Chelsea Stein

Personal information
- Born: March 19, 2003 (age 23) China
- Home town: Spring, Texas, U.S.

Sport
- Country: United States
- Sport: Wheelchair racing
- Disability class: T53

Medal record
Parapan American Games
| Silver medal – second place | 2023 Santiago | 100 m T53 |

= Chelsea Stein =

American wheelchair racer

Chelsea Stein (born March 19, 2003) is an American wheelchair racer. As of 2024, she is the top ranked woman in the T53 100m.

== Early life and education ==
Stein was born in China with sacral agenesis and spina bifida, for which she underwent surgery at a young age.
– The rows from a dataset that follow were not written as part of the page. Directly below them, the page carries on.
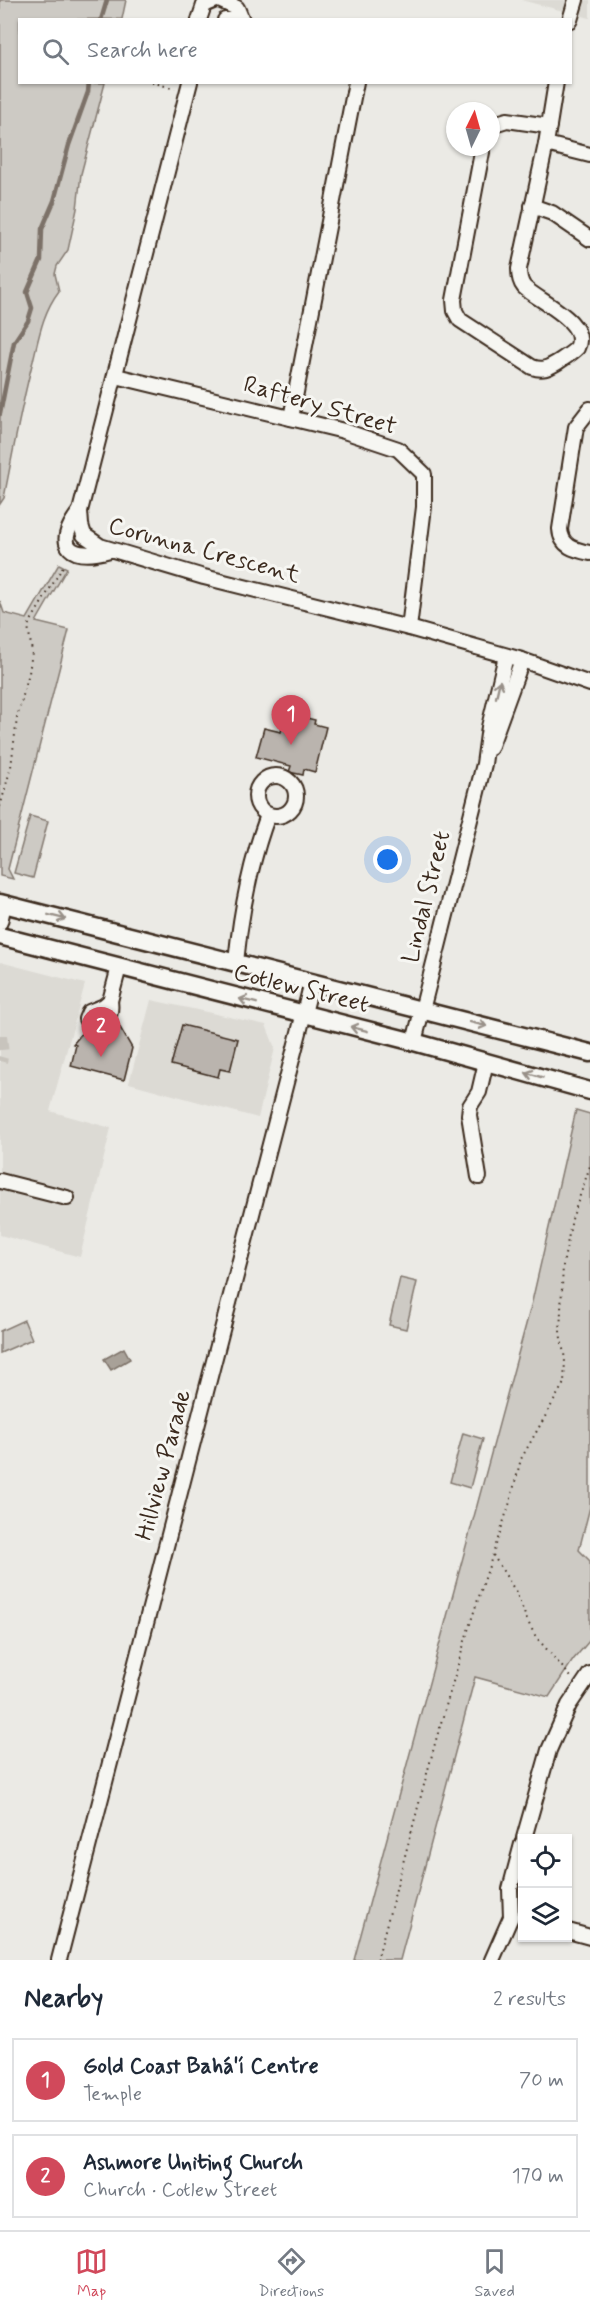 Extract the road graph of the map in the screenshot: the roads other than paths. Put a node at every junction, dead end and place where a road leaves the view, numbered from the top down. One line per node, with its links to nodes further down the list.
1 (217, 0): 3 (street); 4 (street)
2 (576, 0): 5 (street)
3 (200, 18)
4 (241, 18)
5 (571, 18)
6 (356, 84): 18 (street)
7 (556, 84): 10 (street)
8 (189, 87): 16 (street, Corunna Crescent)
9 (500, 122): 10 (street)
10 (549, 126): 11 (street)
11 (546, 144): 12 (street); 14 (street)
12 (590, 155)
13 (481, 156): 14 (street)
14 (532, 206): 15 (street)
15 (590, 239)
16 (116, 376): 18 (street, Raftery Street); 19 (street, Corunna Crescent)
17 (590, 409): 21 (street)
18 (291, 418): 22 (street, Raftery Street)
19 (80, 511): 20 (street, Corunna Crescent); 20 (street)
20 (112, 549): 22 (street, Corunna Crescent)
21 (590, 554)
22 (409, 628): 23 (street, Corunna Crescent)
23 (506, 656): 24 (street, Corunna Crescent); 26 (street, Lindal Street, one-way to 23)
24 (522, 660): 25 (street, Corunna Crescent); 26 (street, Lindal Street)
25 (590, 684)
26 (484, 764): 34 (street, Lindal Street)
27 (268, 815): 31 (street)
28 (2, 903): 29 (street); 31 (main road, Cotlew Street, one-way to 31)
29 (0, 922)
30 (0, 936): 32 (main road, Cotlew Street)
31 (236, 962): 33 (main road, Cotlew Street)
32 (119, 968): 35 (main road, Cotlew Street, one-way to 32); 36 (street)
33 (312, 982): 34 (main road, Cotlew Street); 35 (street, Hillview Parade)
34 (422, 1010): 37 (street, Lindal Street); 38 (main road, Cotlew Street, one-way to 38)
35 (305, 1015): 37 (main road, Cotlew Street, one-way to 35); 50 (street, Hillview Parade)
36 (92, 1026)
37 (414, 1042): 39 (main road, Cotlew Street)
38 (590, 1053)
39 (486, 1062): 40 (main road, Cotlew Street, one-way to 39); 41 (street)
40 (590, 1091)
41 (479, 1177)
42 (0, 1181): 43 (street)
43 (68, 1198)
44 (590, 1674): 45 (street)
45 (525, 1834)
46 (518, 1859): 47 (street)
47 (517, 1918): 51 (street)
48 (572, 1932): 49 (street)
49 (590, 1937)
50 (59, 1960)
51 (492, 1960)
After spending seven years in foster care, she was adopted by American parents at age 10. Following her adoption, she lived in Spring, Texas, and attended Roth Elementary, Strack Intermediate, and Klein Collins High School.

As of 2024, she attends the University of Arizona, where she is studying nursing and competes on the school's track and road racing team.

== Athletic career ==
As a high schooler, Stein competed twice at the UIL Track and Field State Meet in the 100m and 400m wheelchair races, and in seated shot put. At her second time attending the event in 2021, she won the 100m race, came second in the 400m, and fifth in shot put.
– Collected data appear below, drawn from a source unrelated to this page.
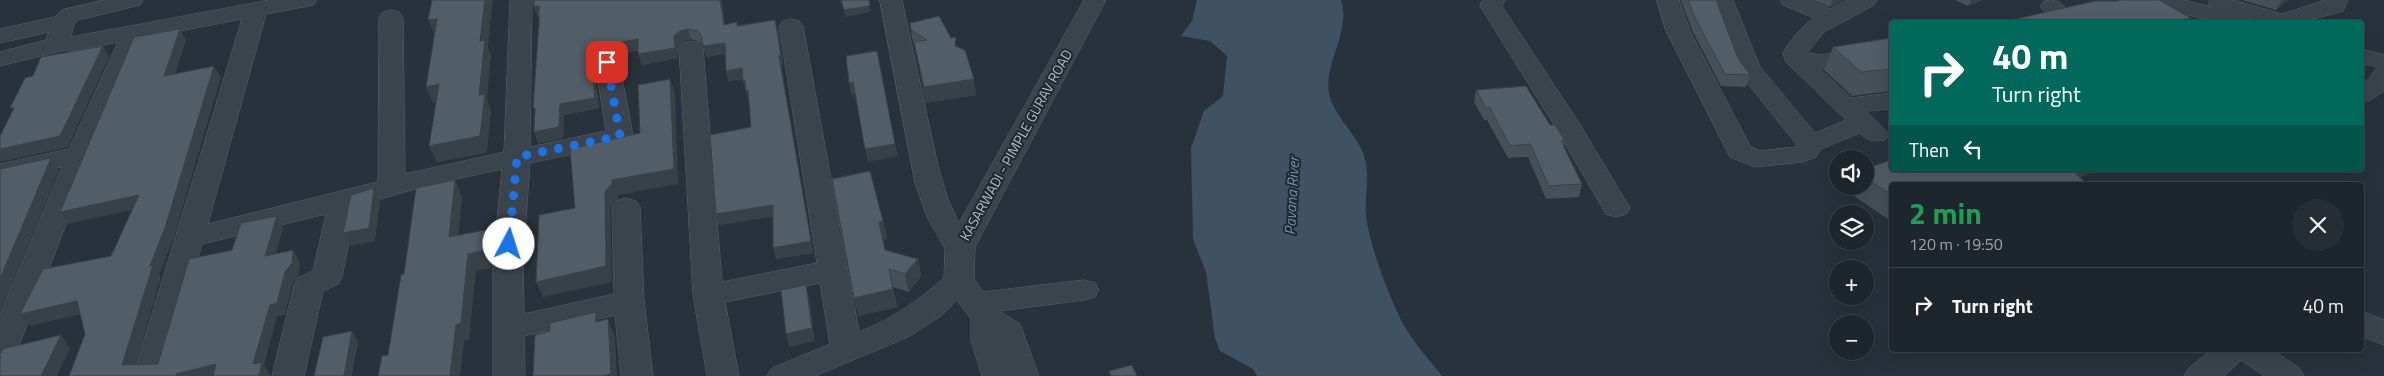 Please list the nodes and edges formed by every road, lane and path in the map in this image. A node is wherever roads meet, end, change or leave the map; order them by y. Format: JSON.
{"nodes":[{"id":1,"x":132,"y":0,"type":"edge"},
{"id":2,"x":306,"y":0,"type":"edge"},
{"id":3,"x":521,"y":0,"type":"edge"},
{"id":4,"x":891,"y":0,"type":"edge"},
{"id":5,"x":1095,"y":0,"type":"edge"},
{"id":6,"x":1494,"y":0,"type":"edge"},
{"id":7,"x":1668,"y":0,"type":"edge"},
{"id":8,"x":1722,"y":0,"type":"edge"},
{"id":9,"x":1791,"y":0,"type":"edge"},
{"id":10,"x":1866,"y":0,"type":"edge"},
{"id":11,"x":2159,"y":0,"type":"edge"},
{"id":12,"x":2210,"y":0,"type":"edge"},
{"id":13,"x":2338,"y":0,"type":"edge"},
{"id":14,"x":2047,"y":2,"type":"edge"},
{"id":15,"x":2137,"y":8,"type":"edge"},
{"id":16,"x":256,"y":10,"type":"junction"},
{"id":17,"x":391,"y":17,"type":"dead end"},
{"id":18,"x":1832,"y":18,"type":"junction"},
{"id":19,"x":2077,"y":20,"type":"edge"},
{"id":20,"x":2179,"y":20,"type":"edge"},
{"id":21,"x":2231,"y":20,"type":"edge"},
{"id":22,"x":2278,"y":20,"type":"edge"},
{"id":23,"x":2288,"y":20,"type":"edge"},
{"id":24,"x":791,"y":26,"type":"dead end"},
{"id":25,"x":134,"y":32,"type":"junction"},
{"id":26,"x":64,"y":33,"type":"junction"},
{"id":27,"x":0,"y":36,"type":"edge"},
{"id":28,"x":691,"y":48,"type":"dead end"},
{"id":29,"x":1889,"y":51,"type":"edge"},
{"id":30,"x":2364,"y":57,"type":"edge"},
{"id":31,"x":0,"y":59,"type":"edge"},
{"id":32,"x":607,"y":62,"type":"dead end"},
{"id":33,"x":1798,"y":62,"type":"junction"},
{"id":34,"x":2384,"y":62,"type":"edge"},
{"id":35,"x":2384,"y":73,"type":"edge"},
{"id":36,"x":2364,"y":93,"type":"edge"},
{"id":37,"x":1889,"y":101,"type":"edge"},
{"id":38,"x":1844,"y":106,"type":"junction"},
{"id":39,"x":1810,"y":144,"type":"junction"},
{"id":40,"x":80,"y":155,"type":"junction"},
{"id":41,"x":517,"y":157,"type":"junction"},
{"id":42,"x":0,"y":172,"type":"edge"},
{"id":43,"x":392,"y":188,"type":"junction"},
{"id":44,"x":342,"y":201,"type":"junction"},
{"id":45,"x":626,"y":207,"type":"dead end"},
{"id":46,"x":1616,"y":208,"type":"dead end"},
{"id":47,"x":188,"y":238,"type":"junction"},
{"id":48,"x":960,"y":248,"type":"junction"},
{"id":49,"x":833,"y":270,"type":"junction"},
{"id":50,"x":1084,"y":290,"type":"dead end"},
{"id":51,"x":708,"y":295,"type":"junction"},
{"id":52,"x":973,"y":300,"type":"junction"},
{"id":53,"x":629,"y":301,"type":"junction"},
{"id":54,"x":2364,"y":324,"type":"edge"},
{"id":55,"x":509,"y":330,"type":"junction"},
{"id":56,"x":2384,"y":334,"type":"edge"},
{"id":57,"x":847,"y":350,"type":"junction"},
{"id":58,"x":2230,"y":352,"type":"edge"},
{"id":59,"x":2252,"y":352,"type":"edge"},
{"id":60,"x":0,"y":353,"type":"edge"},
{"id":61,"x":148,"y":376,"type":"edge"},
{"id":62,"x":288,"y":376,"type":"edge"},
{"id":63,"x":510,"y":376,"type":"edge"},
{"id":64,"x":637,"y":376,"type":"edge"},
{"id":65,"x":723,"y":376,"type":"edge"},
{"id":66,"x":783,"y":376,"type":"edge"},
{"id":67,"x":998,"y":376,"type":"edge"},
{"id":68,"x":1023,"y":376,"type":"edge"},
{"id":69,"x":2200,"y":376,"type":"edge"},
{"id":70,"x":2288,"y":376,"type":"edge"}],
"edges":[{"from":1,"to":26,"type":"street"},
{"from":2,"to":16,"type":"street"},
{"from":3,"to":41,"type":"street"},
{"from":4,"to":48,"type":"street"},
{"from":5,"to":48,"type":"street","name":"KASARWADI - PIMPLE GURAV ROAD"},
{"from":6,"to":46,"type":"street"},
{"from":7,"to":39,"type":"street"},
{"from":8,"to":39,"type":"street"},
{"from":9,"to":18,"type":"street"},
{"from":10,"to":18,"type":"street"},
{"from":11,"to":21,"type":"street"},
{"from":12,"to":22,"type":"street"},
{"from":13,"to":23,"type":"street"},
{"from":14,"to":19,"type":"street"},
{"from":15,"to":20,"type":"street"},
{"from":16,"to":25,"type":"street"},
{"from":16,"to":47,"type":"street"},
{"from":17,"to":43,"type":"street"},
{"from":18,"to":33,"type":"street"},
{"from":24,"to":49,"type":"street"},
{"from":25,"to":26,"type":"street"},
{"from":25,"to":40,"type":"street"},
{"from":26,"to":27,"type":"street"},
{"from":26,"to":31,"type":"street"},
{"from":28,"to":51,"type":"street"},
{"from":29,"to":33,"type":"street"},
{"from":30,"to":34,"type":"street"},
{"from":32,"to":41,"type":"street"},
{"from":33,"to":38,"type":"street"},
{"from":35,"to":36,"type":"street"},
{"from":37,"to":38,"type":"street"},
{"from":38,"to":39,"type":"street"},
{"from":40,"to":42,"type":"street"},
{"from":40,"to":60,"type":"street"},
{"from":41,"to":43,"type":"street"},
{"from":41,"to":55,"type":"street"},
{"from":43,"to":44,"type":"street"},
{"from":44,"to":47,"type":"street"},
{"from":44,"to":62,"type":"street"},
{"from":45,"to":53,"type":"street"},
{"from":47,"to":61,"type":"street"},
{"from":48,"to":52,"type":"street","name":"KASARWADI - PIMPLE GURAV ROAD"},
{"from":49,"to":51,"type":"street"},
{"from":49,"to":57,"type":"street"},
{"from":50,"to":52,"type":"street"},
{"from":51,"to":65,"type":"street"},
{"from":52,"to":57,"type":"street"},
{"from":52,"to":67,"type":"street","name":"KASARWADI - PIMPLE GURAV ROAD"},
{"from":52,"to":68,"type":"street"},
{"from":53,"to":55,"type":"street"},
{"from":53,"to":64,"type":"street"},
{"from":54,"to":56,"type":"street"},
{"from":55,"to":63,"type":"street"},
{"from":57,"to":66,"type":"street"},
{"from":58,"to":69,"type":"street"},
{"from":59,"to":70,"type":"street"}]}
Stein competed in the inaugural women's 100m wheelchair dash at the 2023 National Collegiate Wheelchair Championships. She won a silver medal at the 2023 Parapan American Games in Santiago, Chile.
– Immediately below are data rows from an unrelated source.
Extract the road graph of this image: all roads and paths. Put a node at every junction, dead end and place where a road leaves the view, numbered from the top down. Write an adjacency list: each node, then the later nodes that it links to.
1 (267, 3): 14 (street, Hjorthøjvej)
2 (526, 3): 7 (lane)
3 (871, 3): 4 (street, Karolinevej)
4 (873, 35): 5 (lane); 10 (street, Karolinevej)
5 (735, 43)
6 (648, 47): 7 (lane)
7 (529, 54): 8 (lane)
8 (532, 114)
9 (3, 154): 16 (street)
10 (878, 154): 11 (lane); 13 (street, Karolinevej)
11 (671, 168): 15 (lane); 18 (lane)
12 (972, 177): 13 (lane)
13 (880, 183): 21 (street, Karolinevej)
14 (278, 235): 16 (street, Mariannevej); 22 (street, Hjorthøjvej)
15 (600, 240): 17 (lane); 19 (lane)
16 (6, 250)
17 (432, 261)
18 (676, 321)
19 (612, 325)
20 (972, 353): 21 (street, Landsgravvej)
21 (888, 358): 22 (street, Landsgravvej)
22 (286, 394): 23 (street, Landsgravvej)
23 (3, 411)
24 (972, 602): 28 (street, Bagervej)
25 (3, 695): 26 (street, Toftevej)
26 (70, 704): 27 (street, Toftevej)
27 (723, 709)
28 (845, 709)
At the 2024 Paralympic trials, Stein raced in the women's T53 events, with times of 2:13.57 in the 800m, 1:05.71 in the 400m, and 18.28 in the 100m. She was named to the U.S. Paralympic team in early August 2024, after receiving an invitation from the International Paralympic Committee to fill a vacant qualification spot. At the 2024 Summer Paralympics, Stein raced in the 800m and 100m T53, coming last in both finals with times of 2:11.91 and 18.30 respectively.

== Personal life ==
Stein has over 40,000 followers on TikTok.